Trudno zrozumieć jak to wszystko mieściło się w jego osobie i jak znajdował na to czas, ale św. Albert wcale nie ograniczał się do pracy – jak byśmy ją dziś nazwali – badawczej. Był dydaktykiem oraz kaznodzieją, a co ciekawe, to w historii Kościoła zapisał się najbardziej właśnie przez swój sukces pedagogiczny. To on był nauczycielem jednego z największych teologów Kościoła wszechczasów, a na pewno największego jakiego kiedykolwiek wydał zakon dominikański – św. Tomasza z Akwinu. Jakimś cudem znajdował też czas, by na polecenie Stolicy Apostolskiej prowadzić działalność misjonarską wśród półpogańskich mieszkańców północnych Niemiec – zawędrował przy okazji podobno aż do granic naszej Polski. A jakby tego wszystkiego było mało, to w pewnym momencie Zakon wybrał go na prowincjała Niemiec, a następnie papież na biskupa Ratyzbony. Pełnił tę posługę dwa lata, a w pamięci swoich diecezjan zapisał się… jako “biskup w buciorach”. Wierny radykalnemu rozumieniu dominikańskiego ubóstwa, wędrował po swojej diecezji w chłopskich butach, pieniądze rozdawał ubogim i za nic miał sobie politykę oraz zaszczyty, skupiając się tylko na głoszeniu Ewangelii i służbie swojemu Kościołowi. Nie zjednał sobie tym absolutnie sympatii biskupiego “dworu” przyzwyczajonego do honorów i przepychu – stąd zapewne dużo tarć i napięć, które zaowocowały tak szybkim, po dwóch latach, oddaniem swojego urzędu.
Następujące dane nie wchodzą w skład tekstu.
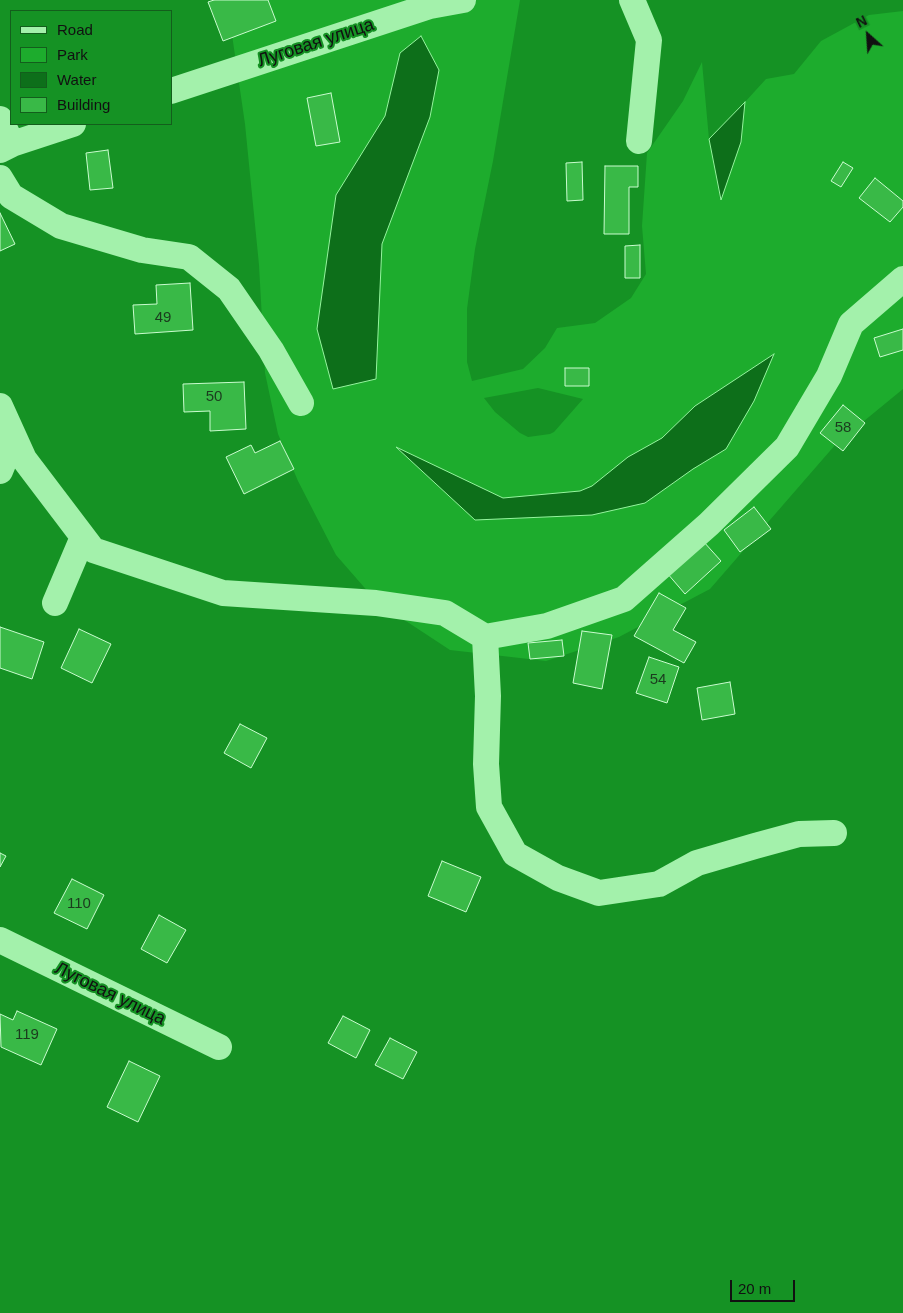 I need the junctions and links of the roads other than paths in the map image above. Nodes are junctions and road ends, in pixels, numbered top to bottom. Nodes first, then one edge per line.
1 (463, 0) edge
2 (632, 0) edge
3 (172, 91) edge
4 (0, 119) edge
5 (70, 125) edge
6 (639, 141) dead end
7 (6, 147) edge
8 (0, 178) edge
9 (903, 279) edge
10 (302, 403) dead end
11 (0, 406) edge
12 (14, 437) junction
13 (0, 470) edge
14 (84, 537) junction
15 (55, 603) dead end
16 (485, 637) junction
17 (834, 833) dead end
18 (0, 940) edge
19 (220, 1047) dead end

1 - 3 street, Луговая улица
2 - 6 street
4 - 7 street
5 - 7 street
8 - 10 street
9 - 16 street
11 - 12 street
12 - 13 street
12 - 14 street
14 - 15 street
14 - 16 street
16 - 17 street
18 - 19 street, Луговая улица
Mało kto jest w stanie naśladować rozmach i wszechstronność Alberta, ale to nie one świadczą o jego świętości i duchowej wielkości. To przede wszystkim jego radykalne i pełne prostego zachwytu oddanie Panu Bogu. Właśnie miłość do Stwórcy zaowocowała u niego niesamowitą otwartością umysłu, gotowego przyjąć całe bogactwo przyrodnicze i duchowe otaczającego go stworzonego świata. Nasz wiek XXI pod wieloma względami przypomina wiek XIII, z jego niesamowitym rozwojem, a jednocześnie napięciami wywołanymi starciem rozmaitych prądów kulturowych, nowoczesności z tradycją. Święty Albert Wielki jest świadectwem, jak może wyglądać i realizować się świętość w takich realiach.